In aumento l'esercito dei lavoratori flessibili in Toscana

Toscana – Negli ultimi anni è andata emergendo, anche in Toscana, un’area di occupazione più debole, meno tutelata, a rischio di precarizzazione, un fenomeno che ha
investito soprattutto i giovani e le donne e che è andato in parallelo ai risultati complessivamente buoni sul fronte dell’occupazione e della disoccupazione, scesa nello scorso
trimestre al minimo storico del 4%.

Ciò significa che oggi, più che sulla quantità è necessario puntare sulla qualità del lavoro, evitando che la flessibilità si trasformi in
precarietà e minori diritti.

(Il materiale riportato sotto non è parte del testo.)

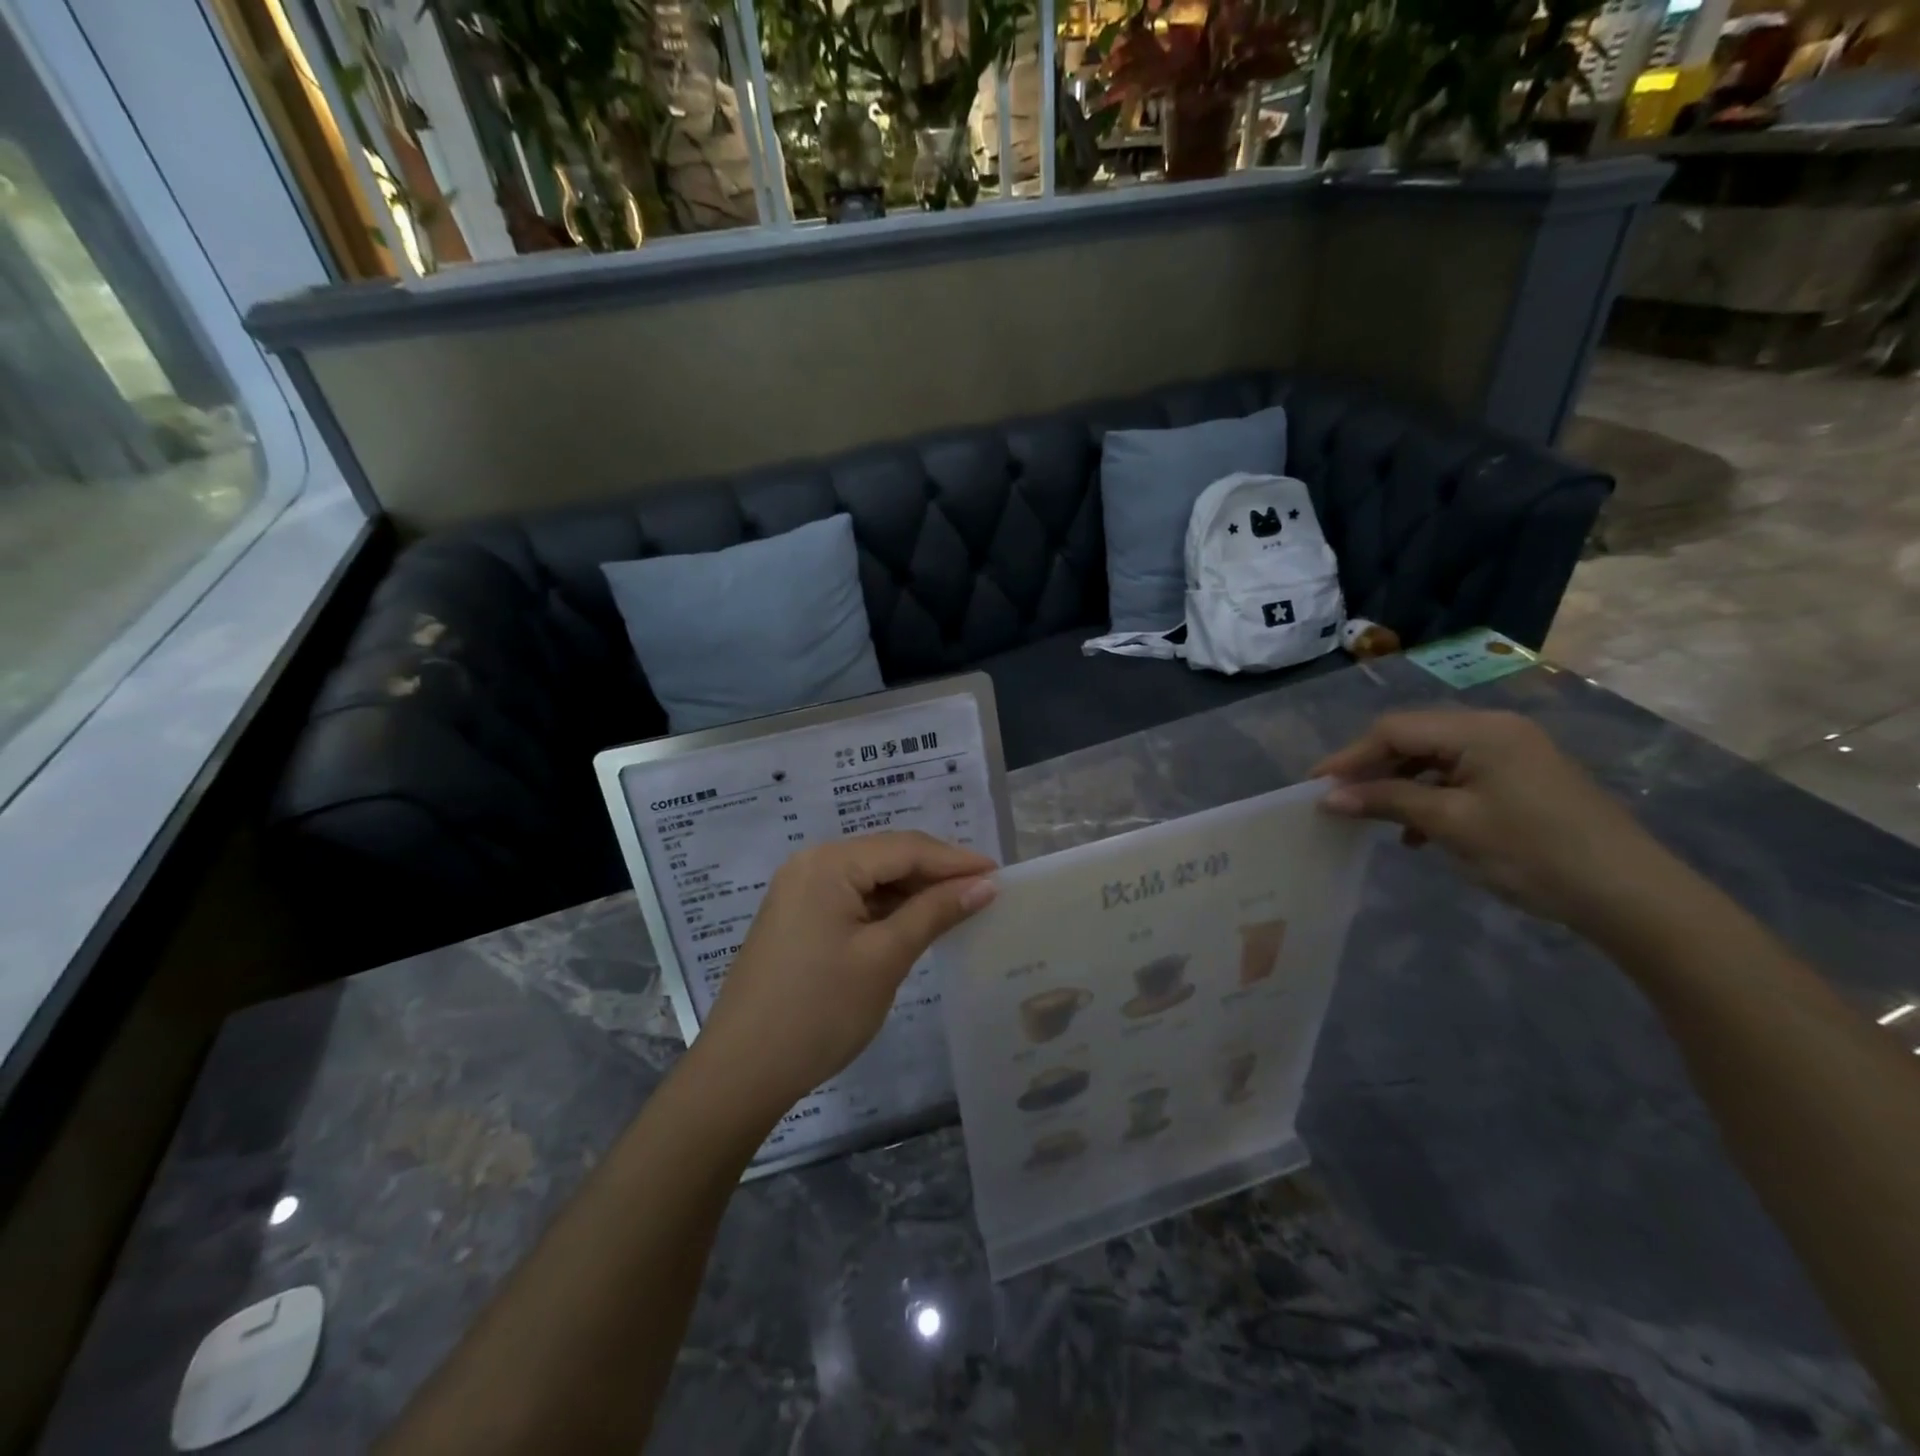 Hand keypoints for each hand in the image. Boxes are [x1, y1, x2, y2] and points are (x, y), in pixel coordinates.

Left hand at [695, 832, 996, 1119]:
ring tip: (958, 907)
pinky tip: (914, 923)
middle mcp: (811, 865)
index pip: (905, 848)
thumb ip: (934, 913)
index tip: (1000, 874)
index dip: (955, 861)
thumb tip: (984, 884)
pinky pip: (852, 898)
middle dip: (935, 873)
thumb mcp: (885, 958)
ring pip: (870, 878)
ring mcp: (799, 891)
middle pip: (886, 856)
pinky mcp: (797, 918)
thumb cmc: (819, 1011)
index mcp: (829, 864)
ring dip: (912, 891)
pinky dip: (886, 908)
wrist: (741, 1071)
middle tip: (984, 891)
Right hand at [1312, 709, 1684, 936]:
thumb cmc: (1533, 853)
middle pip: (1413, 738)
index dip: (1350, 757)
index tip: (1315, 787)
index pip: (1395, 731)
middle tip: (1338, 801)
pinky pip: (1460, 775)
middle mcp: (1495, 729)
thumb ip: (1387, 801)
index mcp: (1480, 730)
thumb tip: (1329, 797)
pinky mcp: (1523, 777)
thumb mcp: (1451, 825)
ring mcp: (1514, 752)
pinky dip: (1430, 795)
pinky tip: (1419, 832)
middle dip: (1372, 769)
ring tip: (1373, 818)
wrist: (1631, 896)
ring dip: (1399, 784)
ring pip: (1434, 758) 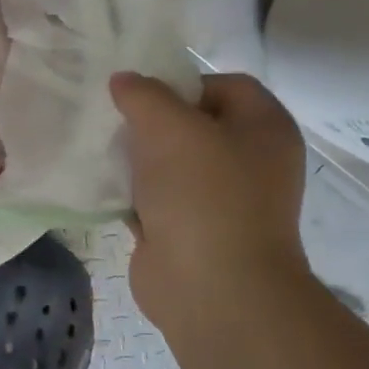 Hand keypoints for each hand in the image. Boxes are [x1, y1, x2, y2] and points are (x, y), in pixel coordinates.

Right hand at [110, 71, 311, 325]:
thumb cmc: (203, 195)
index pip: (225, 84)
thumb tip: (123, 80)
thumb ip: (143, 94)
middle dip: (151, 122)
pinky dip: (132, 194)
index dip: (182, 83)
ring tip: (104, 154)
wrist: (212, 288)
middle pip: (193, 124)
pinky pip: (155, 198)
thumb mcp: (169, 127)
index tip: (142, 98)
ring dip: (137, 158)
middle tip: (115, 122)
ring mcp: (219, 200)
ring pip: (170, 163)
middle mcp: (248, 161)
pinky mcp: (189, 230)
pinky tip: (106, 189)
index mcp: (264, 129) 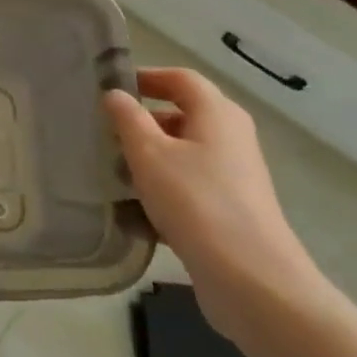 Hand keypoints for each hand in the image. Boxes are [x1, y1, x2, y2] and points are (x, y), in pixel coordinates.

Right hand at [105, 67, 324, 342]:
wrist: (251, 279)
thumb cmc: (195, 201)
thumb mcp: (149, 154)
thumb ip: (128, 119)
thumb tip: (115, 94)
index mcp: (217, 114)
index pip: (181, 79)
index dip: (147, 77)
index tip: (111, 88)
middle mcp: (231, 137)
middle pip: (183, 114)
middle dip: (142, 121)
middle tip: (104, 133)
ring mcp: (234, 175)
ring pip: (183, 153)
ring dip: (149, 158)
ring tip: (112, 173)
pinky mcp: (230, 209)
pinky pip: (189, 185)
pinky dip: (162, 188)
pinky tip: (134, 210) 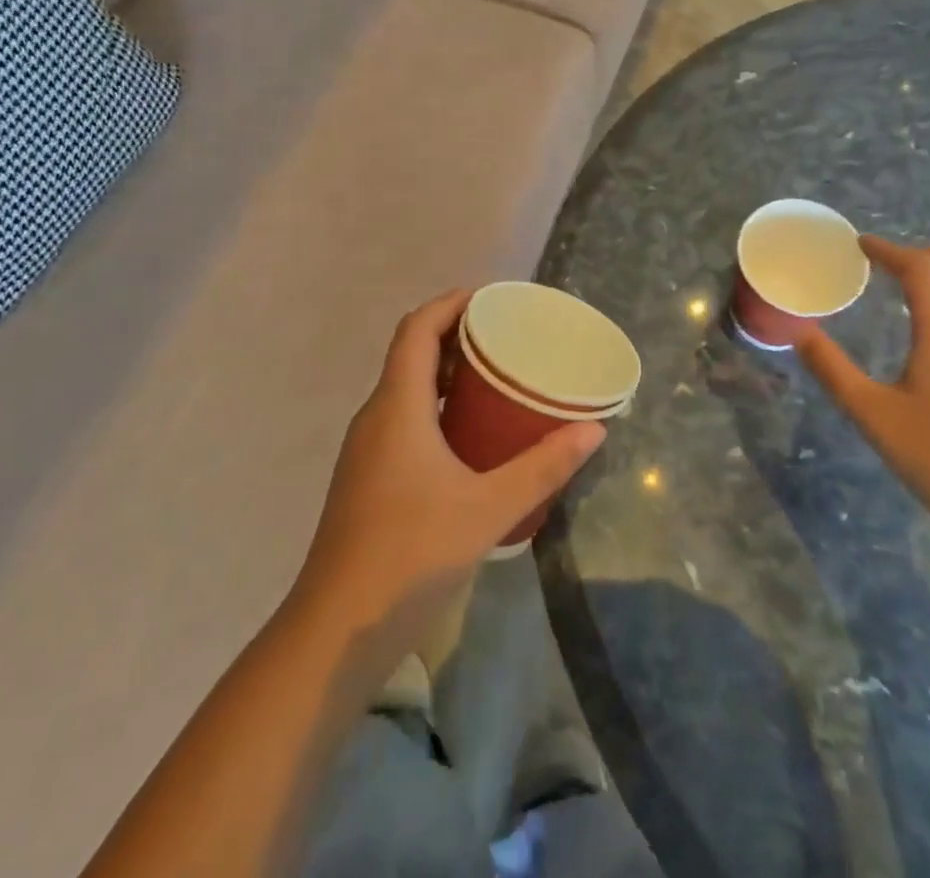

Per questo il Piano di indirizzo generale integrato per istruzione, formazione e lavoro, approvato dal consiglio regionale nel settembre 2006, individua
l’obiettivo della promozione ‘ (…) di una piena e buona occupazione e la riduzione dei tassi di precarietà, incentivando la stabilità e la tutela del lavoro discontinuo’. Nel
corso del 2006 la ripresa di una crescita economica, con l’aumento complessivo degli occupati ( 36000, pari al 2,4%) ha rallentato ma non invertito la tendenza all’aumento di forme flessibili
e atipiche. Nel corso del 2006 il numero dei lavoratori atipici (fonte: Istat-Settore lavoro Regione Toscana-Irpet) fra i 15 e i 64 anni è stato stimato pari a 172.363 unità, di
cui 134.776 a termine e 37.587 collaboratori. Rispetto al 2005 si è registrato un aumento del 5,3%. In particolare i dipendenti a termine sono aumentati di 5.444 unità ( 4,2),
mentre i collaboratori di 3.300 unità ( 9,6%).

In Italia l’incremento complessivo è stato del 9,5%; i dipendenti a termine sono aumentati di più rispetto alla Toscana ( 9,7%), i collaboratori un po’ meno ( 8,6%). L’occupazione
temporanea in Toscana è pari all11,2% del totale ( in Italia è pari all11,8%).

Le forme di flessibilità sono prevalentemente appannaggio delle donne. Fra le dipendenti a tempo determinato, la componente femminile rappresenta il 14,5% del totale, contro il 10,9%
maschile.

Dai dati dei Centri per l’impiego sugli avviamenti al lavoro risulta che nel 2006 il 78,7% degli avviamenti totali è riferibile al tempo determinato o alle altre modalità di
lavoro a termine (compreso l’apprendistato). L’occupazione dipendente termine è in aumento nell’industria (dove su base annuale si è registrato un aumento complessivo), mentre
appare in flessione nel terziario dove, al contrario, sono aumentati gli occupati complessivi. Ciò significa che laddove si consolida un trend di crescita, l’occupazione flessibile
diminuisce a vantaggio di forme stabili.